Leide, tinha apenas seis anos quando ingeriu aquele encantador pó azul sem saber os efeitos mortíferos que aquilo lhe traria. A menina foi à primeira vítima fatal da tragédia. Menina como era, Leide não tinha pretensão de lucrar com aquele pozinho. Porém, seu encantamento pelo pó a deslumbrou. As mãozinhas inocentes brincavam enquanto tocavam a morte. Naquela noite, tocou no jantar antes de lavar as mãozinhas. Quebrando a ordem natural da vida, onde os filhos enterram os pais. 40 dias após a ingestão do mortal e encantador pó azul, Dona Lourdes das Neves Ferreira, 65, enterrou sua menina, sem ao menos poder vê-la para dar o último adeus.

Ainda com efeitos do Césio, Lourdes mostra as consequências do acidente em suas mãos

O caixão pesava mais de 500 quilos, acompanhado pelo de sua tia Maria Gabriela, a segunda vítima fatal do acidente, compunha a cena pesada, em que populares, recebiam a pedradas, e lançavam objetos contra os caixões, e o pior, em direção a uma mãe com o coração dilacerado. Não queriam os corpos radioativos em Goiânia. Esqueceram que foi através delas, a necessidade de investigar aquela peça, que se não tivesse sido parada, teria colocado mais vidas em risco. Sem culpa alguma, perderam a vida e evitou que outros inocentes morressem.

Lourdes das Neves vive sozinha em uma casa simples, no bairro Cidade Satélite, em Aparecida de Goiânia, desde 2003, 16 anos após o acidente, quando seu esposo Ivo Ferreira morreu de enfisema pulmonar. Ivo passou a fumar compulsivamente, “chegava a fumar seis maços por dia”, como relata Lourdes das Neves. Sentia-se culpado por ter levado a morte para dentro de casa. Ela conta também, tropeçando nas palavras, que apesar da falta que ele faz, foi um alívio. Ivo tinha muitas limitações advindas do acidente, quando ele descansou, ela descansou também.

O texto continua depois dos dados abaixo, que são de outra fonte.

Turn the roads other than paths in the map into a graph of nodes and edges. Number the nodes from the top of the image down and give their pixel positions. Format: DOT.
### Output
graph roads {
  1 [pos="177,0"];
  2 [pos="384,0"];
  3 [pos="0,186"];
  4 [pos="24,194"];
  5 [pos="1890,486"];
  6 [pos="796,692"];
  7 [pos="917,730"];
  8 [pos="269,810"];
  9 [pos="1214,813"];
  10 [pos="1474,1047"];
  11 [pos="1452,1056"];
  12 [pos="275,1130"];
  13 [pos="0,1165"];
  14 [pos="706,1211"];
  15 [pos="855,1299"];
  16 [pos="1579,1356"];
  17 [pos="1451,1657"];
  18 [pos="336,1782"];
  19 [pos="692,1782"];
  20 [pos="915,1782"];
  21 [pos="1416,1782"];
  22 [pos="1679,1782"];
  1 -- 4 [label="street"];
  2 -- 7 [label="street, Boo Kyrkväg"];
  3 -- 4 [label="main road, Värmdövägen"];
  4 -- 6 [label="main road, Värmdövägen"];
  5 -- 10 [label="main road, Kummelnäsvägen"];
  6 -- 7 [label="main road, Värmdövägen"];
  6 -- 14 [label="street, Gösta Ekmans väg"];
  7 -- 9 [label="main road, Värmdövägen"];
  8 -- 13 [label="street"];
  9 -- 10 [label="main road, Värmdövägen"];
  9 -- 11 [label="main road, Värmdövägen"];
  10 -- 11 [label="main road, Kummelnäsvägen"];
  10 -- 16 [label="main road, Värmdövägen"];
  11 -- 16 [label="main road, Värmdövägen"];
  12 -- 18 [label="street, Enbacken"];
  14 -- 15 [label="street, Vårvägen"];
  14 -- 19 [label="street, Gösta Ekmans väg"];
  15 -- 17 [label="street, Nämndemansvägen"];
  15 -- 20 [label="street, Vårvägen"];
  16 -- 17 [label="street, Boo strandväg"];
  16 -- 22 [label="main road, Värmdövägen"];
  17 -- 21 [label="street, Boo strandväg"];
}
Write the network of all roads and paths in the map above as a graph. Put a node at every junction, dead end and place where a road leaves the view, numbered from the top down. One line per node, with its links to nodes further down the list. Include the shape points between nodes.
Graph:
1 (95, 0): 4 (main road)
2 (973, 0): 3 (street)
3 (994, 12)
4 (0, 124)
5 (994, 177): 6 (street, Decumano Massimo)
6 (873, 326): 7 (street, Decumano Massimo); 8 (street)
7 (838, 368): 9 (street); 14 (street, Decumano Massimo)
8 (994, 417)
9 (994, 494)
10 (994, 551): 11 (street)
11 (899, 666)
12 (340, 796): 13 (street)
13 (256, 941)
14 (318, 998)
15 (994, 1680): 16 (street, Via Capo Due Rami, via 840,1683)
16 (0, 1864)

“Minha terapia é cuidar das plantas”

A mãe de Leide das Neves, sobrevive aos problemas de saúde que a tragédia deixou. Além dos impactos do radioativo, sofre os emocionais. Precisaria tomar seis medicamentos de uso continuo, mas com o dinheiro que ganha das pensões, só consegue manter duas. Inclinando a cabeça para a direita, diz não saber as consequências da falta dos medicamentos, e conclui: “Meu cardiologista, fala que é um investimento, mas vou fazer o que, se eu não tenho (dinheiro)?”. O emocional, ela trata com seu hobby: a jardinagem. “Minha terapia é cuidar das plantas”. Fala com sorriso no rosto, enquanto exibe e conta a historia de como cada uma foi parar lá.

Lourdes teve na jardinagem fonte de terapia

Lourdes não quer mais dar entrevistas: foi uma orientação médica. Assim como os ipês, em setembro, ficam difíceis as coisas para ela. A mãe da menina que comeu césio volta à cena. O assedio de repórteres é grande. Tocar no assunto é reviver a aridez da trágica história. Machuca aquela simples mulher, que já carrega as marcas do acidente, e do descaso no corpo e na alma, durante todos os dias do ano.